**Work instructions:** Repeat the data verbatim.

**Input for this task:**
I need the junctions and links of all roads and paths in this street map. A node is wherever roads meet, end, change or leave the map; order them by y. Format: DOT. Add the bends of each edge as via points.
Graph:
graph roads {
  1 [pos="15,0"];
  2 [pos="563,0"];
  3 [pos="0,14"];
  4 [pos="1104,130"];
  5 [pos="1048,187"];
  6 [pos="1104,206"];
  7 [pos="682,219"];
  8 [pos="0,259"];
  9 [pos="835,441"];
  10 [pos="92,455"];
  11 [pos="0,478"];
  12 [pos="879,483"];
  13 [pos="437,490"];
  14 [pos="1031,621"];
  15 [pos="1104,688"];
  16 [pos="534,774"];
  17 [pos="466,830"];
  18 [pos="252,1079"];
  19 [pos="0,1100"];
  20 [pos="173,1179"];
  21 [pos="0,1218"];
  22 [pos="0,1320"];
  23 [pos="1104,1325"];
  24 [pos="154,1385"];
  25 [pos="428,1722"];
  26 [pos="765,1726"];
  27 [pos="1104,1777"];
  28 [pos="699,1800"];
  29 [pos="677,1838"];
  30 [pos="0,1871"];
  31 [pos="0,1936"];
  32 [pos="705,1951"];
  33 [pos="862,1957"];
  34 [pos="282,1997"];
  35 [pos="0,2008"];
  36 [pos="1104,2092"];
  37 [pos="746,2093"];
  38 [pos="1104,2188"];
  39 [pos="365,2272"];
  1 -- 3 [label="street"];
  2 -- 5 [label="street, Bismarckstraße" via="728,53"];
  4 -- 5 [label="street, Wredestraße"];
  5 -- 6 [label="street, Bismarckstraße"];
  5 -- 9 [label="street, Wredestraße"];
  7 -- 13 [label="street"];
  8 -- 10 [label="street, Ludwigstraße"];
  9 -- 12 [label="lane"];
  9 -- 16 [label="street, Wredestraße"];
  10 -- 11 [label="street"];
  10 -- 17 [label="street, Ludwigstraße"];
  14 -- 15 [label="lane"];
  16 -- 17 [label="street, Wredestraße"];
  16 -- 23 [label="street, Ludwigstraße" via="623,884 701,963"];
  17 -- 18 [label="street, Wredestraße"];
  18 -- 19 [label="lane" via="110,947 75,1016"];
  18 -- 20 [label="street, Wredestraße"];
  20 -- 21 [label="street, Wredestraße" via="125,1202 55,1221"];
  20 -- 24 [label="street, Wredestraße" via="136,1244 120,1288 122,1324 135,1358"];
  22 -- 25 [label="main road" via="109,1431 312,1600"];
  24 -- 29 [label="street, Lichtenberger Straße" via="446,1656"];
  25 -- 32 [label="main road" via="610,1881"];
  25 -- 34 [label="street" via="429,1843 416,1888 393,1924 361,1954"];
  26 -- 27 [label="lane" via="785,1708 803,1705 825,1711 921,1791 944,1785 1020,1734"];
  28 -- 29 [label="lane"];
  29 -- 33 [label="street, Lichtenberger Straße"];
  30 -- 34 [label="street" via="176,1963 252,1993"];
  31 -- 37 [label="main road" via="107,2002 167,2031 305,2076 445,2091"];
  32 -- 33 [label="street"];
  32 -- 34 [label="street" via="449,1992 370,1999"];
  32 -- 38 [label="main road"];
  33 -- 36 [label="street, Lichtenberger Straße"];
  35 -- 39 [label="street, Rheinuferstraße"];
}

**Response area:**
I need the junctions and links of all roads and paths in this street map. A node is wherever roads meet, end, change or leave the map; order them by y. Format: DOT. Add the bends of each edge as via points.
Graph:
graph roads {
  1 [pos="15,0"];
  2 [pos="563,0"];
  3 [pos="0,14"];
  4 [pos="1104,130"];
  5 [pos="1048,187"];
  6 [pos="1104,206"];
  7 [pos="682,219"];
  8 [pos="0,259"];
  9 [pos="835,441"];
  10 [pos="92,455"];
  11 [pos="0,478"];
  12 [pos="879,483"];
  13 [pos="437,490"];
  14 [pos="1031,621"];
  15 [pos="1104,688"];
  16 [pos="534,774"];
  17 [pos="466,830"];
  18 [pos="252,1079"];
  19 [pos="0,1100"];
  20 [pos="173,1179"];
  21 [pos="0,1218"];
  22 [pos="0,1320"];
  23 [pos="1104,1325"];
  24 [pos="154,1385"];
  25 [pos="428,1722"];
  26 [pos="765,1726"];
  27 [pos="1104,1777"];
  28 [pos="699,1800"];
  29 [pos="677,1838"];
  30 [pos="0,1871"];
  31 [pos="0,1936"];
  32 [pos="705,1951"];
  33 [pos="862,1957"];
  34 [pos="282,1997"];
  35 [pos="0,2008"];
  36 [pos="1104,2092"];
  37 [pos="746,2093"];
  38 [pos="1104,2188"];
  39 [pos="365,2272"];
  1 -- 3 [label="street"];
  2 -- 5 [label="street, Bismarckstraße" via="728,53"];
  4 -- 5 [label="street, Wredestraße"];
  5 -- 6 [label="street, Bismarckstraße"];
  5 -- 9 [label="street, Wredestraße"];
  7 -- 13 [label="street"];
  8 -- 10 [label="street, Ludwigstraße"];
  9 -- 12 [label="lane"];
  9 -- 16 [label="street, Wredestraße"];
  10 -- 11 [label="street"];
  10 -- 17 [label="street, Ludwigstraße"];
  14 -- 15 [label="lane"];
  16 -- 17 [label="street, Wredestraße"];
  16 -- 23 [label="street, Ludwigstraße" via="623,884 701,963"];
  17 -- 18 [label="street, Wredestraße"];
  18 -- 19 [label="lane" via="110,947 75,1016"];
  18 -- 20 [label="street, Wredestraße"];
  20 -- 21 [label="street, Wredestraße" via="125,1202 55,1221"];
  20 -- 24 [label="street, Wredestraße" via="136,1244 120,1288 122,1324 135,1358"];
  22 -- 25 [label="main road" via="109,1431 312,1600"];
  24 -- 29 [label="street, Lichtenberger Straße" via="446,1656"];
  25 -- 32 [label="main road" via="610,1881"];
  25 -- 34 [label="street" via="429,1843 416,1888 393,1924 361,1954"];
  26 -- 27 [label="lane" via="785,1708 803,1705 825,1711 921,1791 944,1785 1020,1734"];
  28 -- 29 [label="lane"];
  29 -- 33 [label="street, Lichtenberger Straße"];
  30 -- 34 [label="street" via="176,1963 252,1993"];
  31 -- 37 [label="main road" via="107,2002 167,2031 305,2076 445,2091"];
  32 -- 33 [label="street"];
  32 -- 34 [label="street" via="449,1992 370,1999"];
  32 -- 38 [label="main road"];
  33 -- 36 [label="street, Lichtenberger Straße"];
  35 -- 39 [label="street, Rheinuferstraße"];
}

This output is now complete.